### [ASSIGNMENT]
Search the data below, and report every line in which "Upaya" occurs.

### [RECORDED DATA]

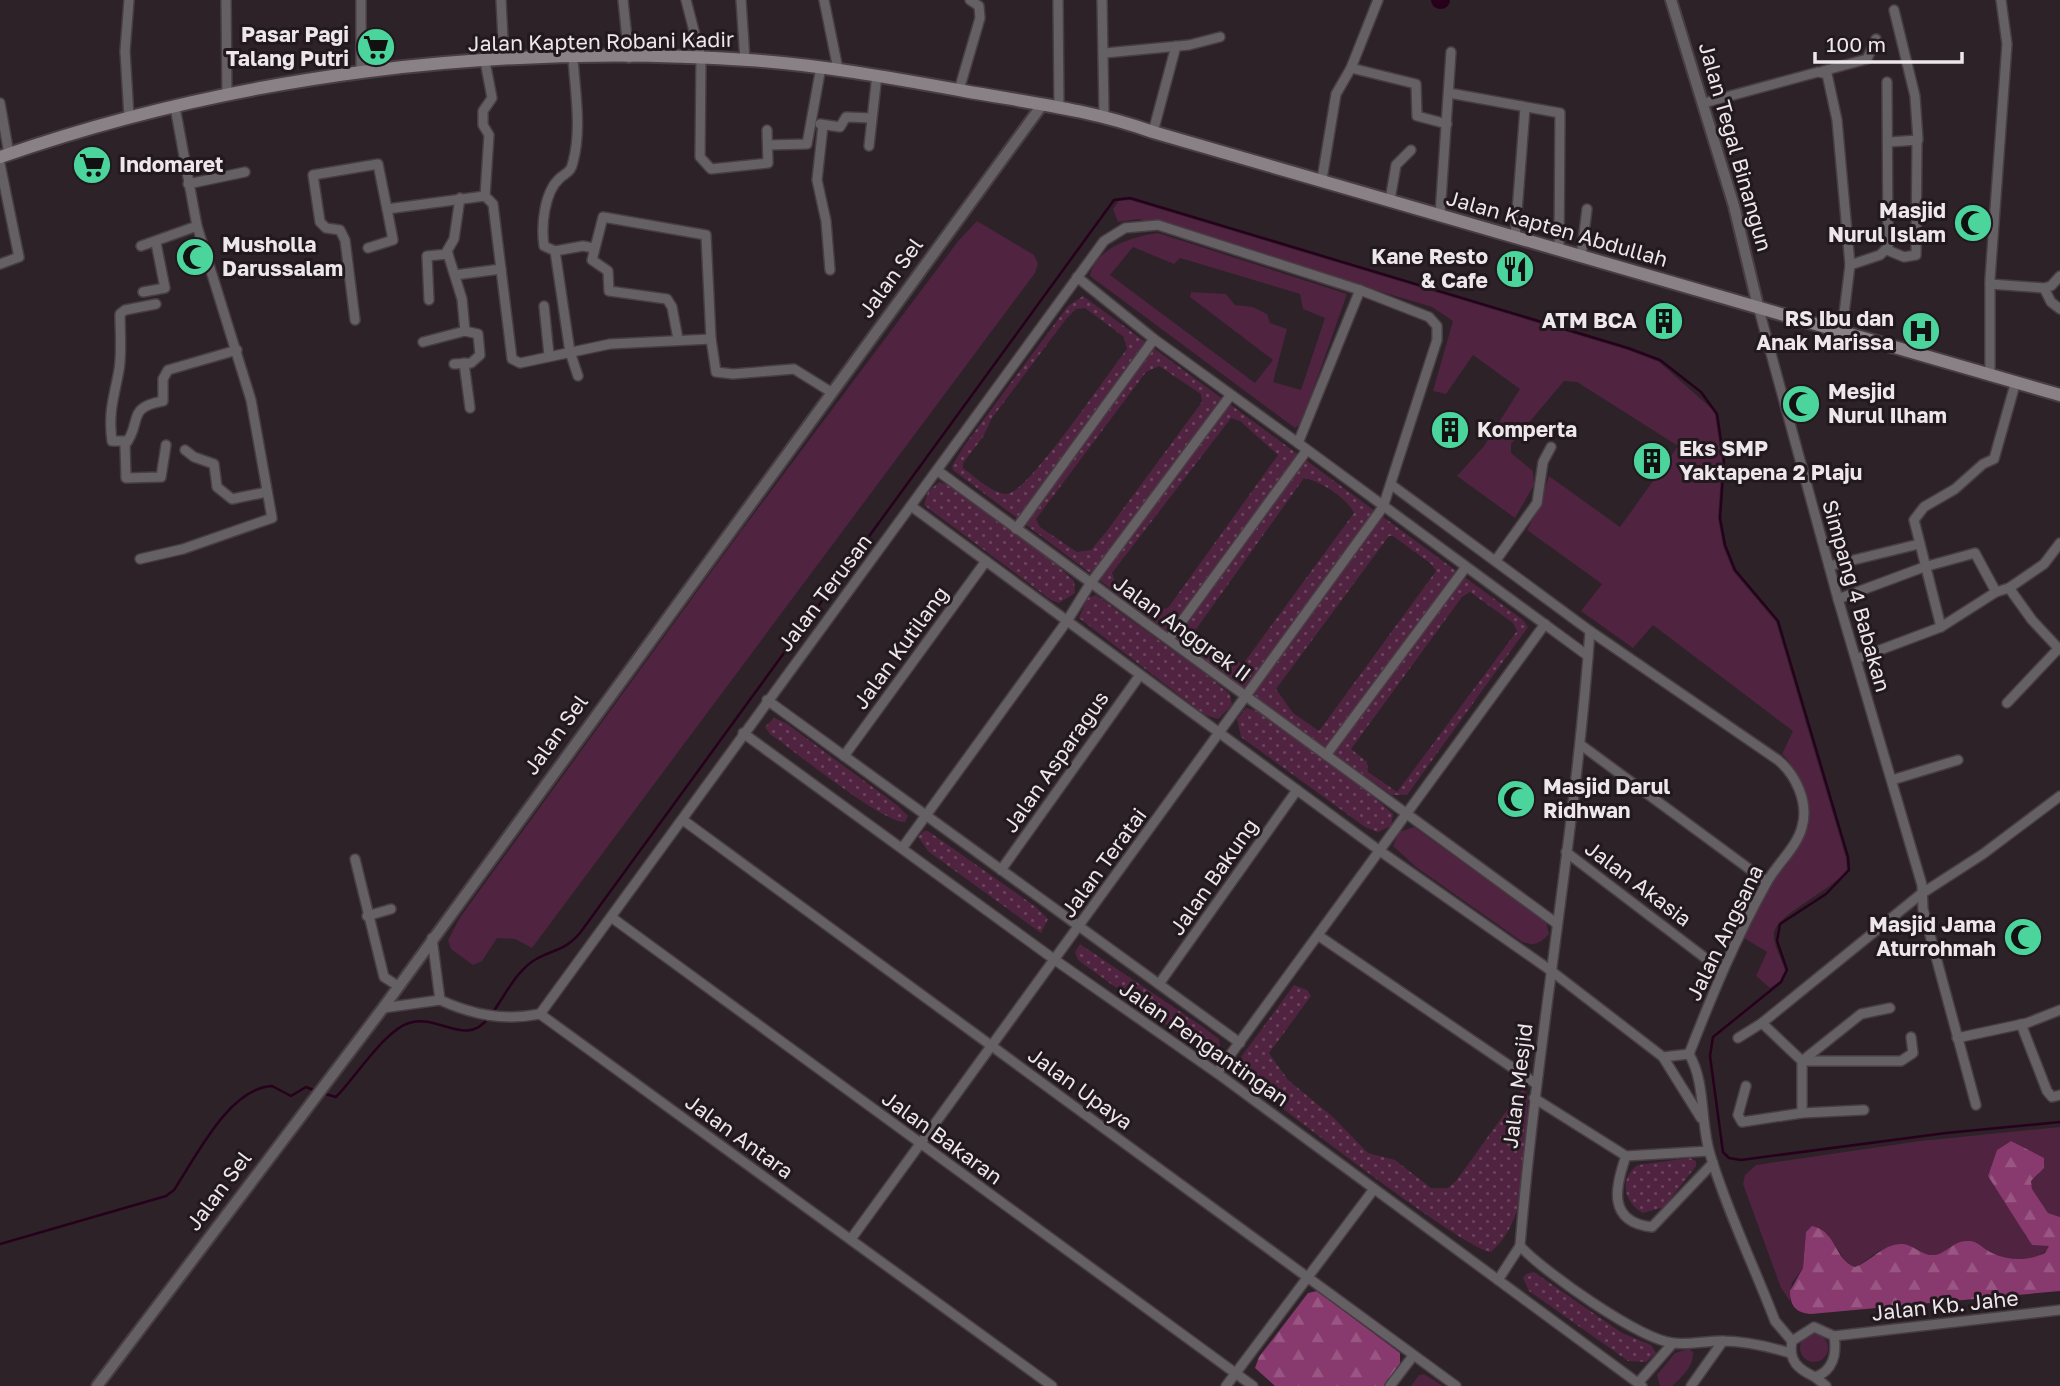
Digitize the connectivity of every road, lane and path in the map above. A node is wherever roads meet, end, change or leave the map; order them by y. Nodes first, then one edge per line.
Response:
1 (129, 0) edge
2 (226, 0) edge
3 (361, 0) edge
4 (501, 0) edge
5 (623, 0) edge
6 (685, 0) edge
7 (741, 0) edge
8 (824, 0) edge
9 (970, 0) edge
10 (1058, 0) edge
11 (1101, 0) edge
12 (1378, 0) edge
13 (1671, 0) edge
14 (2001, 0) edge
15 (1894, 10) dead end
16 (1220, 37) dead end
17 (1876, 39) dead end
18 (1176, 46) junction
19 (1451, 52) dead end
20 (1105, 53) junction
21 (573, 58) junction
22 (629, 58) junction
23 (701, 58) junction
24 (504, 59) junction
25 (745, 60) junction
26 (485, 61) junction
27 (821, 67) junction
28 (1351, 68) junction
29 (838, 69) junction
30 (1824, 71) junction
31 (361, 72) junction
32 (877, 75) junction
33 (1887, 82) dead end
34 (959, 90) junction
35 (1449, 93) junction
36 (228, 96) junction
37 (0, 103) edge
38 (1704, 103) junction
39 (1042, 105) junction
40 (1059, 105) junction
41 (175, 107) junction
42 (1525, 108) junction
43 (1104, 114) junction
44 (130, 117) junction
45 (872, 118) junction
46 (812, 121) junction
47 (1447, 124) junction
48 (823, 125) junction
49 (767, 130) dead end
50 (1153, 132) junction
51 (808, 142) junction
52 (1889, 142) junction
53 (1917, 142) junction
54 (821, 144) junction
55 (768, 145) junction
56 (869, 146) dead end
57 (1411, 150) dead end
58 (3, 159) edge
59 (245, 172) dead end
60 (1322, 178) junction
61 (188, 184) junction
62 (485, 196) junction
63 (460, 198) junction
64 (1390, 200) junction
65 (387, 209) junction
66 (1587, 209) dead end
67 (1440, 215) junction
68 (197, 226) junction
69 (1515, 238) junction
70 (156, 243) junction
71 (141, 246) dead end
72 (368, 248) dead end
73 (594, 248) junction
74 (1559, 250) junction
75 (1886, 250) junction
76 (555, 251) junction
77 (448, 254) junction
78 (1581, 257) junction
79 (0, 264) edge
80 (1850, 265) junction
81 (500, 269) junction
82 (830, 270) dead end
83 (455, 275) junction
84 (2060, 276) edge
85 (1077, 277) junction
86 (1990, 284) junction
87 (2044, 288) junction
88 (1360, 290) junction
89 (143, 292) dead end
90 (429, 300) dead end
91 (156, 304) dead end
92 (544, 306) dead end
93 (1758, 306) junction
94 (2060, 309) edge
95 (355, 320) dead end
96 (1842, 330) junction
97 (465, 331) junction
98 (678, 339) junction
99 (711, 339) junction
100 (1154, 340) junction
101 (423, 342) dead end
102 (237, 350) junction
103 (570, 352) junction
104 (549, 355) junction
105 (1990, 374) junction
106 (578, 376) dead end
107 (2016, 382) junction
108 (831, 392) junction
109 (1230, 396) junction
110 (2060, 396) edge
111 (470, 408) dead end
112 (127, 441) junction
113 (1298, 443) junction
114 (166, 446) dead end
115 (1551, 447) dead end
116 (185, 450) dead end
117 (1307, 450) junction
118 (939, 471) junction
119 (1393, 485) junction
120 (267, 492) junction
121 (911, 506) junction
122 (1383, 508) junction
123 (1016, 529) junction
124 (2060, 543) edge
125 (1919, 544) junction
126 (140, 559) dead end
127 (1496, 560) junction
128 (986, 561) junction
129 (1829, 566) junction
130 (1466, 567) junction
131 (1924, 567) junction
132 (1090, 584) junction
133 (2009, 588) junction
134 (1996, 592) junction
135 (1838, 599) junction
136 (1067, 621) junction
137 (1545, 624) junction
138 (1941, 626) junction
139 (1590, 631) junction
140 (2060, 635) edge
141 (1170, 639) junction
142 (2057, 648) edge
143 (1588, 656) junction
144 (1856, 659) junction
145 (1140, 675) junction
146 (1246, 696) junction
147 (767, 700) junction
148 (2007, 703) dead end
149 (743, 733) junction
150 (1219, 733) junction
151 (1581, 745) junction
152 (1326, 755) junction
153 (844, 756) junction
154 (1958, 760) dead end
155 (1892, 780) junction
156 (1297, 790) junction
157 (2060, 796) edge
158 (1407, 812) junction
159 (925, 814) junction
160 (683, 820) junction
161 (902, 848) junction
162 (1380, 850) junction
163 (1566, 852) junction
164 (355, 859) dead end
165 (1001, 870) junction
166 (1767, 882) junction
167 (1922, 894) junction
168 (391, 909) dead end
169 (367, 916) junction
170 (611, 917) junction
171 (1556, 923) junction
172 (1080, 926) junction
173 (1319, 936) junction
174 (432, 938) junction
175 (1055, 960) junction
176 (1550, 970) junction
177 (1721, 970) junction
178 (1159, 984) junction
179 (398, 986) junction
180 (440, 1000) junction
181 (383, 1008) junction
182 (1891, 1008) dead end
183 (2060, 1010) edge
184 (540, 1014) junction
185 (1762, 1023) junction
186 (2021, 1024) junction
187 (1911, 1037) dead end
188 (1738, 1038) dead end
189 (1957, 1038) junction
190 (1240, 1043) junction
191 (993, 1046) junction
192 (1689, 1054) junction
193 (1663, 1058) junction
194 (1802, 1060) junction
195 (1217, 1073) junction
196 (1535, 1083) junction
197 (1746, 1086) dead end
198 (2060, 1096) edge
199 (1534, 1098) junction
200 (1976, 1105) dead end
201 (1864, 1110) dead end
202 (1802, 1113) junction
203 (1702, 1120) junction
204 (919, 1143) junction
205 (1709, 1151) junction
206 (1626, 1156) junction
207 (1713, 1163) junction
208 (1374, 1188) junction
209 (851, 1239) junction
210 (1520, 1246) junction
211 (1307, 1277) junction
212 (1497, 1280) junction
213 (2060, 1310) edge
214 (1834, 1336) junction
215 (1723, 1341) junction
216 (1793, 1341) junction
217 (1673, 1343) junction
218 (1790, 1353) junction
219 (1413, 1356) junction
220 (1235, 1373) junction
221 (1815, 1377) junction
222 (1640, 1385) edge
223 (97, 1386) edge
224 (1052, 1386) edge
225 (1226, 1386) edge
226 (1253, 1386) edge
227 (1390, 1386) edge
228 (1456, 1386) edge
229 (1691, 1386) edge
230 (1826, 1386) edge

1 - 44 street
2 - 36 street
3 - 31 street
4 - 24 street
5 - 22 street
6 - 23 street
7 - 25 street
8 - 29 street
9 - 34 street
10 - 40 street
11 - 20 street
12 - 28 street
13 - 38 street, Jalan Tegal Binangun
14 - 86 street
15 - 53 street
16 - 18 street
17 - 30 street
18 - 20 street
18 - 50 street
19 - 35 street
20 - 43 street
21 - 22 main road, Jalan Kapten Robani Kadir
21 - 24 main road, Jalan Kapten Robani Kadir
21 - 76 street
22 - 23 main road, Jalan Kapten Robani Kadir
23 - 25 main road, Jalan Kapten Robani Kadir
23 - 55 street
24 - 26 main road, Jalan Kapten Robani Kadir
25 - 27 main road, Jalan Kapten Robani Kadir
26 - 31 main road, Jalan Kapten Robani Kadir
26 - 62 street
27 - 29 main road, Jalan Kapten Robani Kadir
27 - 46 street
28 - 47 street
28 - 60 street
29 - 32 main road, Jalan Kapten Robani Kadir
30 - 38 street
30 - 80 street
31 - 36 main road, Jalan Kapten Robani Kadir
32 - 34 main road, Jalan Kapten Robani Kadir
32 - 45 street
33 - 52 street
34 - 39 main road, Jalan Kapten Robani Kadir
35 - 42 street
35 - 47 street
36 - 41 main road, Jalan Kapten Robani Kadir
37 - 58 street
38 - 93 street, Jalan Tegal Binangun
39 - 40 main road, Jalan Kapten Abdullah
39 - 108 street, Jalan Sel
40 - 43 main road, Jalan Kapten Abdullah
41 - 44 main road, Jalan Kapten Robani Kadir
41 - 61 street
42 - 69 street
42 - 74 street
43 - 50 main road, Jalan Kapten Abdullah
44 - 58 main road, Jalan Kapten Robani Kadir
45 - 48 street
45 - 56 street
46 - 48 street
46 - 51 street
47 - 67 street
48 - 54 street
49 - 55 street
50 - 60 main road, Jalan Kapten Abdullah
51 - 54 street
51 - 55 street
52 - 53 street
52 - 75 street
53 - 75 street
54 - 82 street
57 - 64 street
58 - 79 street
59 - 61 street
60 - 64 main road, Jalan Kapten Abdullah
61 - 68 street
62 - 63 street
62 - 81 street
63 - 65 street
63 - 77 street
64 - 67 main road, Jalan Kapten Abdullah
65 - 72 street
65 - 95 street
66 - 78 street
67 - 69 main road, Jalan Kapten Abdullah
68 - 70 street
68 - 102 street
69 - 74 main road, Jalan Kapten Abdullah
70 - 71 street
70 - 89 street
73 - 76 street
73 - 98 street
73 - 99 street
74 - 78 main road, Jalan Kapten Abdullah
75 - 80 street
76 - 103 street
77 - 83 street
77 - 90 street
78 - 93 main road, Jalan Kapten Abdullah
80 - 96 street
81 - 83 street
81 - 104 street
83 - 97 street
84 - 87 street
85 - 88 street, Jalan Terusan
85 - 100 street
85 - 118 street, Jalan Terusan
86 - 87 street
86 - 105 street
87 - 94 street
88 - 113 street
88 - 119 street, Jalan Teratai
91 - 112 street
92 - 104 street
93 - 96 main road, Jalan Kapten Abdullah
93 - 129 street, Simpang 4 Babakan
96 - 105 main road, Jalan Kapten Abdullah
97 - 101 street
97 - 111 street
98 - 99 street
98 - 103 street
99 - 108 street
100 - 109 street
100 - 123 street
102 - 112 street
102 - 120 street
103 - 104 street
103 - 106 street
105 - 107 main road, Jalan Kapten Abdullah
107 - 110 main road, Jalan Kapten Abdullah
107 - 125 street
108 - 174 street, Jalan Sel
109 - 113 street
109 - 132 street
112 - 114 street
113 - 117 street
115 - 127 street
116 - 120 street
117 - 122 street
117 - 141 street
118 - 121 street, Jalan Terusan
118 - 123 street, Jalan Anggrek II
119 - 122 street, Jalan Teratai
119 - 127 street, Jalan Angsana
120 - 126 street
121 - 128 street
121 - 147 street, Jalan Terusan
122 - 130 street
122 - 146 street, Jalan Teratai
123 - 132 street, Jalan Anggrek II
124 - 133 street
125 - 129 street
125 - 131 street
127 - 139 street, Jalan Angsana
128 - 136 street
128 - 153 street, Jalan Kutilang
129 - 135 street, Simpang 4 Babakan
130 - 137 street
130 - 152 street
131 - 134 street
131 - 135 street
131 - 138 street
132 - 136 street
132 - 141 street, Jalan Anggrek II
133 - 134 street
133 - 142 street
134 - 138 street
135 - 144 street, Simpang 4 Babakan
136 - 145 street
136 - 159 street
137 - 143 street
137 - 158 street
138 - 144 street
139 - 143 street, Jalan Mesjid
139 - 166 street, Jalan Angsana
140 - 142 street
141 - 146 street, Jalan Anggrek II
142 - 148 street
143 - 151 street, Jalan Mesjid
144 - 155 street, Simpang 4 Babakan
145 - 150 street
145 - 165 street, Jalan Asparagus
146 - 150 street, Jalan Teratai
146 - 152 street, Jalan Anggrek II
147 - 149 street, Jalan Terusan
147 - 153 street
149 - 160 street, Jalan Terusan
149 - 161 street, Jalan Pengantingan
150 - 156 street
150 - 172 street, Jalan Teratai
151 - 163 street, Jalan Mesjid
151 - 166 street
152 - 158 street, Jalan Anggrek II
153 - 159 street
154 - 155 street
155 - 167 street, Simpang 4 Babakan
156 - 162 street
156 - 178 street, Jalan Bakung
157 - 167 street
158 - 162 street
158 - 171 street, Jalan Anggrek II
159 - 161 street
159 - 165 street
160 - 170 street, Jalan Terusan
160 - 191 street, Jalan Upaya
161 - 175 street, Jalan Pengantingan
162 - 173 street
162 - 176 street
163 - 171 street, Jalan Mesjid
163 - 177 street, Jalan Akasia
164 - 169 street
165 - 172 street
166 - 177 street, Jalan Angsana
167 - 185 street
167 - 189 street, Simpang 4 Babakan
168 - 169 street
169 - 179 street
170 - 184 street, Jalan Terusan
170 - 204 street, Jalan Bakaran
171 - 176 street, Jalan Mesjid
172 - 175 street, Jalan Teratai
172 - 178 street
173 - 190 street
173 - 196 street
174 - 179 street, Jalan Sel
174 - 180 street
175 - 191 street, Jalan Teratai
175 - 195 street, Jalan Pengantingan
176 - 193 street
176 - 196 street, Jalan Mesjid
177 - 192 street, Jalan Angsana
178 - 190 street
179 - 181 street, Jalan Sel
180 - 181 street
180 - 184 street
181 - 223 street, Jalan Sel
182 - 194 street
183 - 186 street
184 - 209 street, Jalan Antara
185 - 188 street
185 - 194 street
186 - 189 street
186 - 198 street
187 - 194 street
189 - 200 street, Simpang 4 Babakan
190 - 195 street
191 - 204 street, Jalan Teratai
191 - 211 street, Jalan Upaya
192 - 193 street
192 - 203 street
193 - 203 street
194 - 202 street
195 - 208 street, Jalan Pengantingan
196 - 199 street, Jalan Mesjid
197 - 202 street
199 - 206 street
199 - 210 street, Jalan Mesjid
201 - 202 street
203 - 205 street
204 - 209 street, Jalan Teratai
204 - 220 street, Jalan Bakaran
205 - 206 street
205 - 207 street
206 - 207 street
207 - 216 street
208 - 211 street
208 - 212 street, Jalan Pengantingan
209 - 224 street, Jalan Antara
210 - 212 street
210 - 217 street
211 - 219 street, Jalan Upaya
211 - 220 street
212 - 222 street, Jalan Pengantingan
213 - 214 street, Jalan Kb. Jahe
214 - 216 street
214 - 221 street
215 - 217 street
215 - 218 street
215 - 229 street
216 - 218 street
217 - 222 street
218 - 221 street
219 - 227 street
219 - 228 street, Jalan Upaya
220 - 225 street
220 - 226 street, Jalan Bakaran
221 - 230 street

### [FINISHED EXERCISE]
160 - 191 street, Jalan Upaya
191 - 211 street, Jalan Upaya
211 - 219 street, Jalan Upaya
219 - 228 street, Jalan Upaya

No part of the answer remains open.